The Ninth Circuit, ruling in an appeal of an Ecstasy-drug ring conviction found that emails' To/From fields and visited IP addresses were the internet's equivalent of phone numbers. For example, the government could get a log that said a person visited to http://66.230.200.100/ (Wikipedia's address). However, the court suggested that knowing full urls are very close to content (e.g. http://en.wikipedia.org/wiki/Ecstasy) and would likely require a higher burden of proof to obtain than mere IP addresses.

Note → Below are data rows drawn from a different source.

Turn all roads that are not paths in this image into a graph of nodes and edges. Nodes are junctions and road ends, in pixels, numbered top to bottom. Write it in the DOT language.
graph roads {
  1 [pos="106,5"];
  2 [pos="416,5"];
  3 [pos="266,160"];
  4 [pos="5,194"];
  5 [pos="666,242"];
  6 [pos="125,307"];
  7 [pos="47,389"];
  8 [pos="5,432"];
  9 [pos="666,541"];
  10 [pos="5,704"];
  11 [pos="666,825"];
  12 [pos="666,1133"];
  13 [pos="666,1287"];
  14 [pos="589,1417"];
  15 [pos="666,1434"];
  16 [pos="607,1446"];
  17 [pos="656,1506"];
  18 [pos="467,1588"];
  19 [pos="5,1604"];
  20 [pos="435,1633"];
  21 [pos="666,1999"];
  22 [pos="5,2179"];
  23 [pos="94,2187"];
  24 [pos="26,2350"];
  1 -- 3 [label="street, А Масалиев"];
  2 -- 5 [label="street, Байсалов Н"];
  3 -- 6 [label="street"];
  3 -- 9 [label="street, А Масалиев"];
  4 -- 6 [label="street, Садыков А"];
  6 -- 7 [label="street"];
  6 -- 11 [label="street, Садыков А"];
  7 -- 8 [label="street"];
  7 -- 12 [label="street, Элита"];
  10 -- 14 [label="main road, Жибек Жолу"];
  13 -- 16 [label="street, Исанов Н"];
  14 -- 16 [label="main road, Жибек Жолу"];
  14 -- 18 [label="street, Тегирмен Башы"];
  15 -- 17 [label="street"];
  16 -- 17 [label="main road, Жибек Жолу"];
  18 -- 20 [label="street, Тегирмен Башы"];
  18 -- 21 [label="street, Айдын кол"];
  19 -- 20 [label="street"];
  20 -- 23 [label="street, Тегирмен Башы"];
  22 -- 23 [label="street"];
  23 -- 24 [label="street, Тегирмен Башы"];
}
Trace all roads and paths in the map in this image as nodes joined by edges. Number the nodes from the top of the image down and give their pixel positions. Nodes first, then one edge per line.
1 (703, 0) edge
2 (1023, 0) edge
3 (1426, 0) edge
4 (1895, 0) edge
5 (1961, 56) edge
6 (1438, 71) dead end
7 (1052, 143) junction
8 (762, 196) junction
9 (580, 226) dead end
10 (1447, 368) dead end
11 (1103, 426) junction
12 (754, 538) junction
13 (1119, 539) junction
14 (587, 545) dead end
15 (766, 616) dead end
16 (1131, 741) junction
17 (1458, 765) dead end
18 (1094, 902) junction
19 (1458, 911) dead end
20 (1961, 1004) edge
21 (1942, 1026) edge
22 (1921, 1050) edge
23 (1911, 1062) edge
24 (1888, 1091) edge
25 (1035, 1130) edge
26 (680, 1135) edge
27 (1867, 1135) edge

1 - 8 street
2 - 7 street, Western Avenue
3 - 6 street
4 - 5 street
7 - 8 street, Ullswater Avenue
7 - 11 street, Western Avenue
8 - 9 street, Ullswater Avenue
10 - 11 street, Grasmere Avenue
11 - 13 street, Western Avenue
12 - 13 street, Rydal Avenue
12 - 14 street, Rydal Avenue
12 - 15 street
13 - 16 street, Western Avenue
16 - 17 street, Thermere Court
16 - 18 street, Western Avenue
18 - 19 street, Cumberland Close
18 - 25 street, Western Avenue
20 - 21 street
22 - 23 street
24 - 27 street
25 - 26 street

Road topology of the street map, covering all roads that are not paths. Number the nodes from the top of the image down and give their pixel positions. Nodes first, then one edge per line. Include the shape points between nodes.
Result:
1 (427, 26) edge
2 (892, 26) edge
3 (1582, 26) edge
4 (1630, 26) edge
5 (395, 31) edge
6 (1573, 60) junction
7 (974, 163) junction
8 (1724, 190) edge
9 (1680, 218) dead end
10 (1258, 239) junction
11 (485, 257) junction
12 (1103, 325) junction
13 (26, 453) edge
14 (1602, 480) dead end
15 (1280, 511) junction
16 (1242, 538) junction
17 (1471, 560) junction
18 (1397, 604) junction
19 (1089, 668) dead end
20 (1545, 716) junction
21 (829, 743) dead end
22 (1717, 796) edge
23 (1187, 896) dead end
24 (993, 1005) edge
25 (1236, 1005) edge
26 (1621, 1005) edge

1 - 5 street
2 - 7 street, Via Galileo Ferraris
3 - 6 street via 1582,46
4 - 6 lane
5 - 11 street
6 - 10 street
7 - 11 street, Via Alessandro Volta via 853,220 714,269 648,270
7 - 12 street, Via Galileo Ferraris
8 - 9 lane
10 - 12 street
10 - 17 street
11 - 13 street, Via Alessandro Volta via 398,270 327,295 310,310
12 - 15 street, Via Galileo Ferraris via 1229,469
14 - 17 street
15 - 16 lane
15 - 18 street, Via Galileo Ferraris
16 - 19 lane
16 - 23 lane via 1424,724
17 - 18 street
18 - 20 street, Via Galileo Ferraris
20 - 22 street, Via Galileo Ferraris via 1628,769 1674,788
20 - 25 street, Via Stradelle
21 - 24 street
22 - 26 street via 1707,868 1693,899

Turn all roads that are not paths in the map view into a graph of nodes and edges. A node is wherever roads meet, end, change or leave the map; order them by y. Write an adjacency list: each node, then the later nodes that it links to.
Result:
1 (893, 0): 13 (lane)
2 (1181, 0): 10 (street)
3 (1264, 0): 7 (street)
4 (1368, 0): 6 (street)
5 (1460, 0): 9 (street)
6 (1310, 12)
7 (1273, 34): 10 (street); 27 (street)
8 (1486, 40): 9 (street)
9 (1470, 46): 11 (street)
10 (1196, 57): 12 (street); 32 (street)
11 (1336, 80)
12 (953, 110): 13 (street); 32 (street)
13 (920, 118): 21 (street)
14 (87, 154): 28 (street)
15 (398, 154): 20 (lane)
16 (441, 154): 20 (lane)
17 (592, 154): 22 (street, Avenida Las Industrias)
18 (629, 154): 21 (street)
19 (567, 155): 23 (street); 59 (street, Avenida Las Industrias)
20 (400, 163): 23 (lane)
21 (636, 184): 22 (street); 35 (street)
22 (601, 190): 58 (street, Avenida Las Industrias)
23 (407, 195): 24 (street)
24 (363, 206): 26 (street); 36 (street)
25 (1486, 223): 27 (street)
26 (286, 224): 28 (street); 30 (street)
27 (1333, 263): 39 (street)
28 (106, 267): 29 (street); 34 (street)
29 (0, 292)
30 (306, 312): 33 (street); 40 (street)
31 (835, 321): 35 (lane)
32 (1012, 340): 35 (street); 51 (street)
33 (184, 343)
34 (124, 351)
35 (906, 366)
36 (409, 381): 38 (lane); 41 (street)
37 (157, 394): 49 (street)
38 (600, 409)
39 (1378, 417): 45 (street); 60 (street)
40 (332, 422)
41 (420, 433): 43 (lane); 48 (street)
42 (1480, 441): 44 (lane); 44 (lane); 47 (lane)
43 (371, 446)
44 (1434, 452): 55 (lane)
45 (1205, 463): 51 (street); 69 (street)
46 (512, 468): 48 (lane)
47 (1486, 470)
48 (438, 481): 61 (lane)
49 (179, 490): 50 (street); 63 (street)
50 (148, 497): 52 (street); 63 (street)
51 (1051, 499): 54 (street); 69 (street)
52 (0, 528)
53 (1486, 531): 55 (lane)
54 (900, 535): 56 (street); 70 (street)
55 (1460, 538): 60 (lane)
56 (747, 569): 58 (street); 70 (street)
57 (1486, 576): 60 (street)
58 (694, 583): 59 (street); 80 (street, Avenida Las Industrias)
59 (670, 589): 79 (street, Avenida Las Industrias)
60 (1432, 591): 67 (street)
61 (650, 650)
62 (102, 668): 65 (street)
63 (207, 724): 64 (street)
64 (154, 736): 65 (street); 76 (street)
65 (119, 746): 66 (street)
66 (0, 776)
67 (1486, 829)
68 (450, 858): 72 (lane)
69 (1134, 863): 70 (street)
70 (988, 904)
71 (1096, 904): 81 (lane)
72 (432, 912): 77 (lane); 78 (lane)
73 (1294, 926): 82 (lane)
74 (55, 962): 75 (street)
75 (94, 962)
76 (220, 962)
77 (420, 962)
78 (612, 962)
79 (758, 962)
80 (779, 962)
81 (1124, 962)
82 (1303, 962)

From a footnote in the decision:
Surveillance techniques that enable the government to determine not only the IP addresses that a person accesses but also the uniform resource locators (URL) of the pages visited might be more constitutionally problematic. A URL, unlike an IP address, identifies the particular document within a website that a person views and thus reveals much more information about the persons Internet activity. For instance, a surveillance technique that captures IP addresses would show only that a person visited the New York Times' website at http://www.nytimes.com/ whereas a technique that captures URLs would also divulge the particular articles the person viewed.Professor Orin Kerr questions whether the decision is about getting this information from an ISP or whether it was from a device installed on a computer surreptitiously. He suggests the latter should require a higher standard, but I'm not sure why? Perhaps it's because that might require law enforcement to enter a person's house?
-----[0_o]-----
We are not amused.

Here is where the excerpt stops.